Deuteronomio 18:9
Los israelitas estaban a punto de entrar a la Tierra Prometida, una tierra que, según Dios, era donde fluía leche y miel. La Biblia señala que era un lugar de abundancia, hermoso y lleno de provisión. Los judíos estaban a punto de poseer esa tierra con todo lo que en ella había.
Desde aproximadamente el año 1300 hasta después de la Reforma, en torno a 1800, los creyentes fueron perseguidos de manera terrible: eran asesinados, no podían tener propiedades, no podían comprar ni hacer negocios. Hoy, gracias a Dios, contamos con una libertad tremenda. Estamos prácticamente en nuestra “tierra prometida”. Aunque no sea perfecta, gozamos de muchas libertades. Por ejemplo, si quisiéramos predicar en una plaza pública, la gente podría pasar junto a nosotros sin decir nada, quizás alguno reclame, pero nadie puede traer a la policía para detenernos. Existe libertad de expresión y de culto.

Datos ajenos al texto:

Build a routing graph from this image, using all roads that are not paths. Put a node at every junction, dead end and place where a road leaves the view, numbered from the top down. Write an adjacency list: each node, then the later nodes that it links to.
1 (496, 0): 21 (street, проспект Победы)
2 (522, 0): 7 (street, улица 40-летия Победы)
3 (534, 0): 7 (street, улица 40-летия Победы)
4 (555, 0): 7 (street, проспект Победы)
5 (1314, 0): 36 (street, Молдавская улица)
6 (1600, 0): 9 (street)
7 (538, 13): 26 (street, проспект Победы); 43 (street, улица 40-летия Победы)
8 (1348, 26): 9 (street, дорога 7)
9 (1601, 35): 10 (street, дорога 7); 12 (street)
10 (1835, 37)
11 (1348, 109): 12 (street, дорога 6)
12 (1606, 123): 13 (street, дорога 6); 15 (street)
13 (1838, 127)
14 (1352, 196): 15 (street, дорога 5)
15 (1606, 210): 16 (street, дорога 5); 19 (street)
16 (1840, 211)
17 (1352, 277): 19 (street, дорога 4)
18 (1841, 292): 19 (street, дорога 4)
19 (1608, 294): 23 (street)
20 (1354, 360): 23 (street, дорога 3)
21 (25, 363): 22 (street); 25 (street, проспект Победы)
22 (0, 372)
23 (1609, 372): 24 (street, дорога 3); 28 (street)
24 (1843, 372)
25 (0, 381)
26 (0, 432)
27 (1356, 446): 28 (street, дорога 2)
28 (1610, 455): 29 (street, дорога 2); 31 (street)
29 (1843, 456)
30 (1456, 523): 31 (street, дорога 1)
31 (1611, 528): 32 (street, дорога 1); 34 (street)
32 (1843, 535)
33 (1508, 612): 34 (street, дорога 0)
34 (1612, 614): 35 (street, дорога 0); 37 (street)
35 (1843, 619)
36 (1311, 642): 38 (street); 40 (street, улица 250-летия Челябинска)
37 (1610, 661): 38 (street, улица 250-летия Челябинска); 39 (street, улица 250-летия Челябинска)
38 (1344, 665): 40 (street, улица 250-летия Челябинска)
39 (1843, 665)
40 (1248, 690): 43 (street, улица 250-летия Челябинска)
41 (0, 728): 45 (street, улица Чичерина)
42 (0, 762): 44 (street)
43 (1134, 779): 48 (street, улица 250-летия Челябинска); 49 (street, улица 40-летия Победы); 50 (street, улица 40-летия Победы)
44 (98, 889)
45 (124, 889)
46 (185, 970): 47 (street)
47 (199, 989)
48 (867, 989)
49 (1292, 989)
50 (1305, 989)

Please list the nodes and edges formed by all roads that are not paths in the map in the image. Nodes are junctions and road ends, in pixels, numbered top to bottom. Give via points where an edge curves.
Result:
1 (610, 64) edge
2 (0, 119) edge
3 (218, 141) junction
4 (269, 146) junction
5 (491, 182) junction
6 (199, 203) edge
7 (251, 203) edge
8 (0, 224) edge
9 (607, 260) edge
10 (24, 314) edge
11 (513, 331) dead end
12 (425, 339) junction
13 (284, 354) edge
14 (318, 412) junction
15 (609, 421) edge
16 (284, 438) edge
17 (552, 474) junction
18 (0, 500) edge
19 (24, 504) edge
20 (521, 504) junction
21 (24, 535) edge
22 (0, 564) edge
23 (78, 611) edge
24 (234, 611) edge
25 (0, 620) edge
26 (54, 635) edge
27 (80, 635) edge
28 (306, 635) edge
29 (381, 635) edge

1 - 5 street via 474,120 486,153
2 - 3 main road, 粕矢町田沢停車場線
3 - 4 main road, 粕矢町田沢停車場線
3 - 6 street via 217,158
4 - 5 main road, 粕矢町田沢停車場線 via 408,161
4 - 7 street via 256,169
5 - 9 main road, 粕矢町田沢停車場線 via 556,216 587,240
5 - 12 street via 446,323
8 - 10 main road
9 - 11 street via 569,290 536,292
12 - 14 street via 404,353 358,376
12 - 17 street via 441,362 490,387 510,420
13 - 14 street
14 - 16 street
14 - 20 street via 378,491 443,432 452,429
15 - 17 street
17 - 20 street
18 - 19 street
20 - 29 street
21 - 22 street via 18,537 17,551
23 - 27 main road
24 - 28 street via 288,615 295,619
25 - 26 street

Sin embargo, el problema de hoy no es la persecución ni los insultos por ser cristianos. El problema actual de las iglesias es la comodidad. Vivimos un evangelio exageradamente cómodo, un evangelio de pasividad, de aburrimiento, un evangelio que cansa. Hemos repartido nuestra vida entre Dios y el mundo. Y por eso estamos como estamos: seguimos a Cristo de manera cómoda, sin cargar ninguna cruz, porque nadie nos ataca. Estamos distraídos con el trabajo, el dinero, los bienes y los negocios. A Dios lo hemos relegado cada vez más al último lugar. Por eso muchos se pierden.
A pesar de todo, gozamos de bendiciones, incluso de prosperidad, pero esa misma prosperidad ha hecho que la iglesia viva relajada. Ya no oramos por milagros, por sanidad, por restaurar matrimonios o por la conversión de nuestros hijos. Ahora recurrimos a psicólogos, médicos, pastillas, remedios naturales o incluso brujos. ¿Por qué? Porque esta es la realidad que vivimos en esta generación perversa y corrupta, justo antes de la venida de Cristo.
Dios le habla a Israel, lo amonesta, y le dice: “Cuando entres en la Tierra Prometida, no aprenderás a hacer según las abominaciones de aquellas naciones”. Estas naciones practicaban una serie de cosas que, incluso hoy, se siguen haciendo. Dios le dijo a su pueblo: “No practicarás esas cosas”. Si vivimos como el mundo, ¿dónde está nuestro Dios? Si el mundo no ora y nosotros tampoco, ¿cuál es la diferencia? Si el mundo no ayuna y nosotros tampoco, ¿cuál es la diferencia? Si hay mentira y chisme en el mundo y también en nosotros, ¿dónde está el Dios que decimos seguir? Tiene que haber una diferencia.
Por eso, Dios nos dice: “No aprenderás a hacer según las abominaciones que ellos practican”. Las naciones paganas sacrificaban a sus hijos al dios Moloc, quemándolos vivos. Aunque ya nadie hace eso literalmente, podríamos verlo de otra manera. Tal vez no lanzamos a nuestros hijos al fuego físico, pero con nuestra forma de vivir o de criarlos, tal vez los estamos llevando al infierno. Quizás somos demasiado permisivos, no los guiamos ni corregimos, permitimos que hablen mal, se peleen entre hermanos o falten al respeto.
Dios también advierte contra la adivinación, el agüero y la consulta a los muertos. Puede que no practiquemos directamente estas cosas, pero a veces las introducimos en nuestras casas a través de la televisión, viendo películas o series con contenido ocultista. Incluso, sin darnos cuenta, confiamos más en los muertos que en Dios. La Biblia dice: “Deja que los muertos entierren a sus muertos; tú ven y sígueme”.
Hoy, los “muertos” pueden representar a personas que no tienen nada de Dios, pero en quienes confiamos más que en Él. Por ejemplo, cuando un médico da un diagnóstico y lo aceptamos sin cuestionarlo, confiamos más en lo que él dice que en lo que Dios declara sobre nosotros. Otros “muertos” son los bancos, en quienes confiamos nuestras finanzas, o incluso los ídolos, porque la idolatría sigue siendo abominación para Yahweh.
En conclusión, los cristianos de ahora no se convierten de verdad porque se han fabricado nuevos dioses, unos dioses que encajan con sus maldades. El sistema del mundo está diseñado por las tinieblas, para que las personas vivan solo para satisfacer sus propios deseos. El sistema de Dios es opuesto: es un sistema de servicio, donde no vivimos para nosotros mismos, sino para ayudar y alimentar espiritualmente a los demás, para satisfacer sus necesidades.